The country is home to the world’s most ancient Christian communities along with Israel and Palestine, and the way that non-Muslims are treated by its new leaders is a kind of litmus test for Syria’s future stability.
The country’s modern Muslim majority has a long history of living alongside Christians. They made up the country’s majority before the Arabs brought Islam with them in the 630s when they conquered Damascus as their new capital.

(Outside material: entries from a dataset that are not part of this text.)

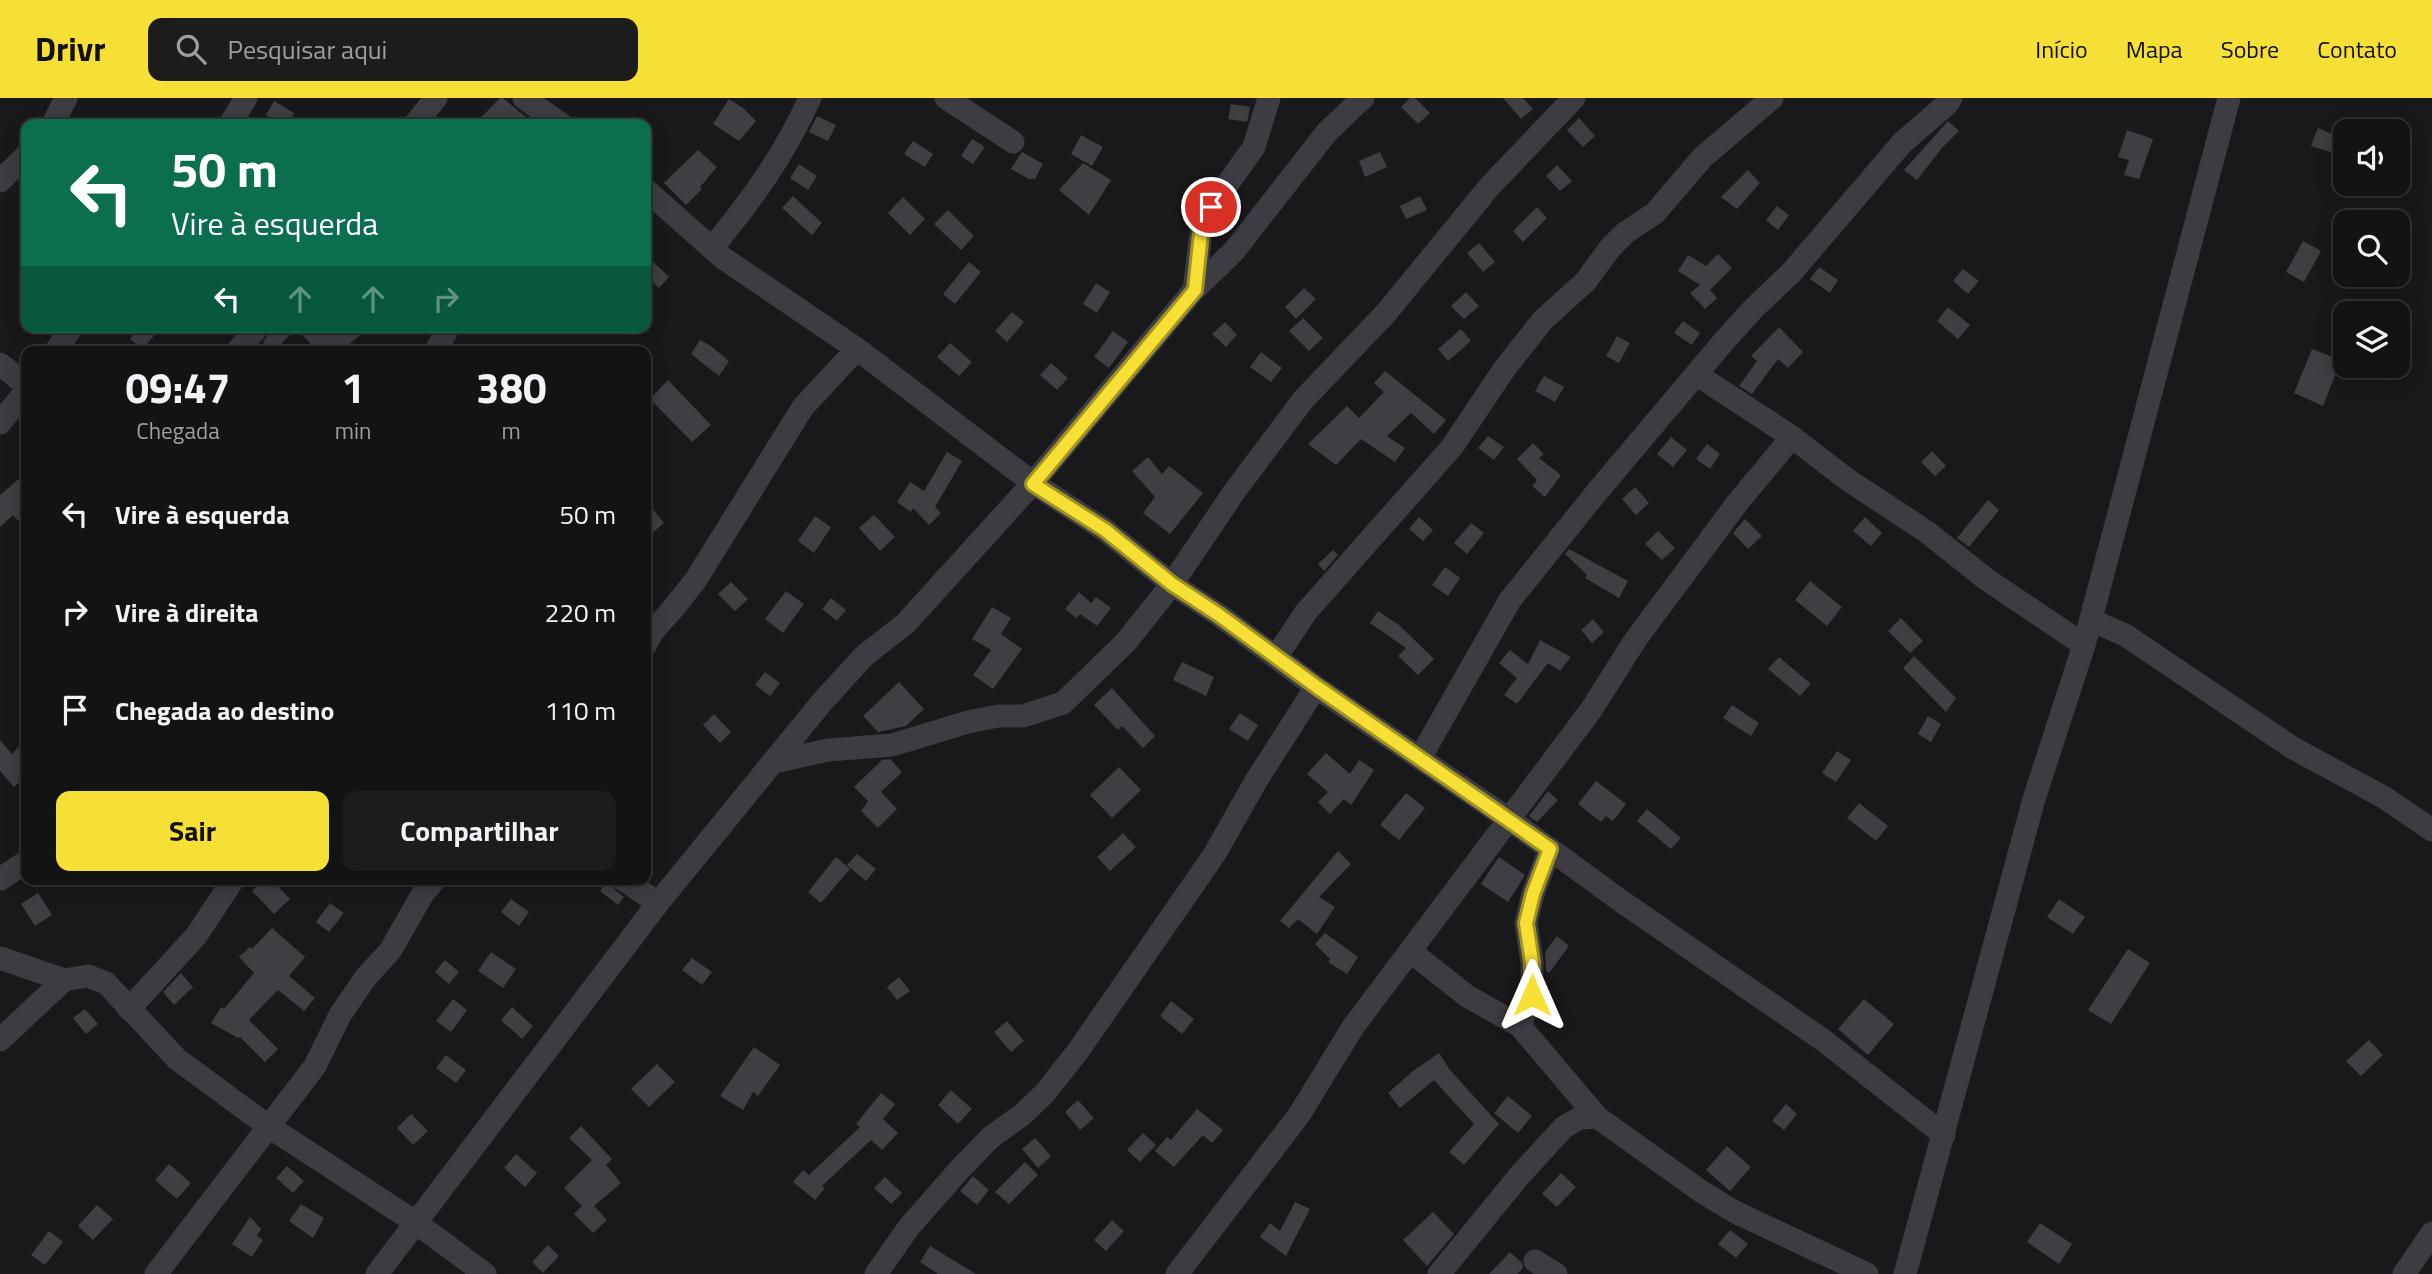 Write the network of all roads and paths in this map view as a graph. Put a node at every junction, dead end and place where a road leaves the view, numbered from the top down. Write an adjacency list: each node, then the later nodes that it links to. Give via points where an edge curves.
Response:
1 (66, 98): 13 (street)
2 (246, 98): 14 (street)
3 (436, 98): 15 (street)
4 (524, 98): 16 (street)
5 (810, 98): 21 (street, via 790,141)
6 (946, 98): 17 (street)
7 (1269, 98): 22 (street, via 1254,147 1202,223)
8 (1363, 98): 22 (street, via 1327,132 1234,251)
9 (1574, 98): 31 (street, via 1490,186 1386,313 1303,400)
10 (1772, 98): 35 (street, via 1703,158 1655,213 1609,248 1586,281 1543,320 1452,447 1306,612)
11 (1951, 98): 25 (street, via 1902,143 1791,273)
12 (2229, 98): 32 (street)
13 (56, 119)
14 (233, 119)
15 (419, 119)
16 (554, 119)
17 (1013, 142)
18 (21, 161): 19 (street)
19 (0, 181)
20 (651, 194): 21 (street)
21 (712, 248): 23 (street)
22 (1195, 290): 30 (street)
23 (857, 349): 30 (street); 33 (street, via 803,407 701,571)
24 (0, 364): 26 (street)
25 (1696, 374): 29 (street); 37 (street, via 1510,600)
26 (21, 381)
27 (21, 397): 28 (street)
28 (0, 423)
29 (1792, 437): 34 (street); 39 (street, via 1636,639 1591,710)
30 (1033, 484): 31 (street, via 1105,530); 38 (street, via 905,624 864,655)
31 (1172, 584): 35 (street); 38 (street, via 1126,642 1063,704 1023,716 968,722 892,745 828,750)
32 (2091, 620): 34 (street); 40 (street, via 2125,635 2293,748 2385,798)
33 (651, 634)
34 (2084, 645): 56 (street, via 2034,799)
35 (1276, 657): 36 (street)
36 (1317, 687): 37 (street); 63 (street, via 1214,855 1078,1051 1045,1093 958,1170)
37 (1420, 758): 39 (street)
38 (774, 762): 47 (street)
39 (1510, 820): 41 (street); 48 (street)
40 (2432, 830)
41 (1550, 849): 52 (street, via 1526,923 1532,995); 56 (street, via 1823,1040)
42 (21, 865): 43 (street)
43 (0, 879)
44 (230, 885): 51 (street, via 196,936)
45 (431, 885): 55 (street, via 390,951 340,1015 315,1066)
46 (631, 885): 47 (street)
47 (658, 903): 57 (street)
48 (1410, 951): 52 (street, via 1467,996); 64 (street, via 1353,1027 1299,1115)
49 (0, 958): 50 (street)
50 (64, 980): 51 (street, via 88,976 106,983); 53 (street)
51 (129, 1009): 55 (street, via 177,1059)
52 (1520, 1026): 54 (street)
53 (0, 1040)
54 (1597, 1117): 65 (street, via 1580,1118 1564,1127); 67 (street, via 1735,1212)
55 (268, 1126): 57 (street); 60 (street)
56 (1944, 1135): 68 (street)
57 (415, 1222): 61 (street); 62 (street)
58 (2432, 1233): 69 (street)
59 (1535, 1261): 66 (street)
60 (156, 1274)
61 (377, 1274)
62 (485, 1274)
63 (876, 1274)
64 (1177, 1274)
65 (1439, 1274)
66 (1556, 1274)
67 (1867, 1274)
68 (1905, 1274)
69 (2404, 1274)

But the civil war polarised communities. Hardline local Muslims joined the Islamic State as a vile alternative to Assad’s dictatorship. This meant Christians like the Armenian community of Syria’s biggest city, Aleppo, tended to see Assad as the ‘devil they knew’, offering a grim sense of security compared to the horrors unleashed by ISIS. Now, as the dust settles, the future of these ancient Christian enclaves – like Maaloula, where the language of Jesus, Aramaic, is still spoken – hangs precariously in the balance.
In particular, the thorny problem for Syria’s new leader will be the thousands of foreign fighters who came to Syria to fight Assad as part of a global jihad and who are thought to be behind the burning of the Christmas tree this week. These jihadis have often shown their hostility to local minorities like the Kurds or Yazidis as well as Christians.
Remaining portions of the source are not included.